Summary
Maybe it's just me, but these quotes from Herz and Pozen are off-base. When they suggest there could be a pure historical cost system, they are talking about something that doesn't exist and hasn't existed in a 100 years, if even then. I have to believe that Herz was misquoted or misinterpreted; I can believe that Pozen would misunderstand. Nothing will come out of this. There will be no turning back to more costs. There will be a continuing progression toward fair value accounting for the simple reason that it produces the information that users want and that society needs them to have.undefined undefined
Analysis
Pozen and Herz seem to think there could be a pure historical cost system. No such thing exists and maybe never has.
What auditor, for example, would tolerate carrying assets at a cost that's known to exceed their market? A shift to pure cost would roll back 70+ years of lower of cost or market and impairment practices that have protected auditors against recrimination (while denying users access to useful facts).
Also, a pure historical cost system would have no systematic depreciation. Something acquired would be carried at that amount until it was sold or completely consumed. Nothing could be allocated to intervening years' earnings, and nothing could be allocated to products manufactured with the assets.
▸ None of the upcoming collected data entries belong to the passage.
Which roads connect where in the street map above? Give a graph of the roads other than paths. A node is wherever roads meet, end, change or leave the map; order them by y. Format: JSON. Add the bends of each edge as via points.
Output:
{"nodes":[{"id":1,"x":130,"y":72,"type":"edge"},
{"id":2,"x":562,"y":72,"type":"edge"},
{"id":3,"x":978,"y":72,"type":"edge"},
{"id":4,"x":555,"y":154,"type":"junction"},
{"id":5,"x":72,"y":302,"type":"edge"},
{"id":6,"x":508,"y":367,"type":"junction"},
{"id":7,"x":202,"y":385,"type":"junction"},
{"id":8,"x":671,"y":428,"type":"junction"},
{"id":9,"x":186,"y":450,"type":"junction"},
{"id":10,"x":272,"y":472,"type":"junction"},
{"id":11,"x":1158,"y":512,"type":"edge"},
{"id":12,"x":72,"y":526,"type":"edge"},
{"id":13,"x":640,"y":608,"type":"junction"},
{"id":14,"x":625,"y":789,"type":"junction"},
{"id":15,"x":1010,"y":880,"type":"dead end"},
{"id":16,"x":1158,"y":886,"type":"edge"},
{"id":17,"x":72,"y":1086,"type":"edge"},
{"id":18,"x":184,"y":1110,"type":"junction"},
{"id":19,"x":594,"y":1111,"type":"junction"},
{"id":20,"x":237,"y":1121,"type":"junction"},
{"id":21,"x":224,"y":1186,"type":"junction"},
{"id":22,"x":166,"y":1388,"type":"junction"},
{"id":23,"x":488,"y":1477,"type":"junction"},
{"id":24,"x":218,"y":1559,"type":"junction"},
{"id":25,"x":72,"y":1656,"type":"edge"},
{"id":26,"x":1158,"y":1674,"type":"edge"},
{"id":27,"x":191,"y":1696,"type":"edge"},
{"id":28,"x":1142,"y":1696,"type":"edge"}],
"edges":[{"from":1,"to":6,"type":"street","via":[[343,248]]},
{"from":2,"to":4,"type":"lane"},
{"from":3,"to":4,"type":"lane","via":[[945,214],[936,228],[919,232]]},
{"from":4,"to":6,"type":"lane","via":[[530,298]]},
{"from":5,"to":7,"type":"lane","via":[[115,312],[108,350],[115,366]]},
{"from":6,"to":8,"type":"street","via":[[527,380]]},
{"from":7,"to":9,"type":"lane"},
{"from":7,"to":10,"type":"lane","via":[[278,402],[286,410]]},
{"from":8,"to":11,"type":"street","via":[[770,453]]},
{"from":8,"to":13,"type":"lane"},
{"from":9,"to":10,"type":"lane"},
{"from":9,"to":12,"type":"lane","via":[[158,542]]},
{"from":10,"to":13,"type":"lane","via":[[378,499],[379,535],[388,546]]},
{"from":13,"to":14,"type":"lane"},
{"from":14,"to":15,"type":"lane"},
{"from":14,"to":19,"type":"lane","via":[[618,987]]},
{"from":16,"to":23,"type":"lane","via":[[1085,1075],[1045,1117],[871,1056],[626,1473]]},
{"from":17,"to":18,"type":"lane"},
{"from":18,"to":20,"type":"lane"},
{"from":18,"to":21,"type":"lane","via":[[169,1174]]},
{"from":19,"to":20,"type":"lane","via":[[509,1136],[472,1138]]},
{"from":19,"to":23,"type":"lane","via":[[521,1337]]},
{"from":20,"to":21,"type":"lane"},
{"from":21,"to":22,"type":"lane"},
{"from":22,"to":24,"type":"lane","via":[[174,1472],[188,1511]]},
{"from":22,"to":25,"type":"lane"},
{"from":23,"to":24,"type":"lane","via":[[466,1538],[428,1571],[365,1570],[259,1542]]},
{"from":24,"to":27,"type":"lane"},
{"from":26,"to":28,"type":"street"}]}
Then, of course, there is the problem of the measuring unit. Would a pure system report costs in nominal dollars or constant dollars? What would be done about costs in other currencies? The system wouldn't be pure if you ever altered the exchange rate.
Finally, a pure historical cost system would have no comparability whatsoever. Two companies holding identical assets acquired at different prices would not report identical amounts, yet they both have the same future cash flow potential. Where is the usefulness in that?
Here's the bottom line fact -- the only pure system that can ever be useful is one based on current fair values.
No lower of cost or market, just market (if the market value is reliable below cost, it's equally reliable above cost).
No systematic depreciation, just the change in market value between points in time. No assumptions about value behavior, just actual observations of what happened.
No systematic allocations of costs to manufactured inventory. The output of the accounting system would be the value of the product, not the sum of the arbitrarily allocated costs of the consumed inputs. The result would be a measure of the value added in production, achieved by comparing the values of the products with the values of those inputs when they were consumed.
Comparability would be perfect because companies holding identical assets and liabilities would report identical amounts, and companies holding different assets and liabilities would report different amounts, thus allowing users to assess the future cash flow potential.
There are still measuring unit issues but not across companies, only over time, as in comparing the end of the year value with the beginning of the year value. Currency exchange rates are merely part of the formula for describing market values usefully.
THERE IS NOTHING USEFUL IN PURITY FOR PURITY'S SAKE, UNLESS THE PURE INFORMATION IS USEFUL FOR ASSESSING THE FUTURE.
Herz or Pozen were either misquoted, misunderstood, or terribly naive.
Any longing for a pure historical cost system is a nostalgic pipe dream that denies the realities that (a) one ever existed and (b) the resulting statements would not ever be useful.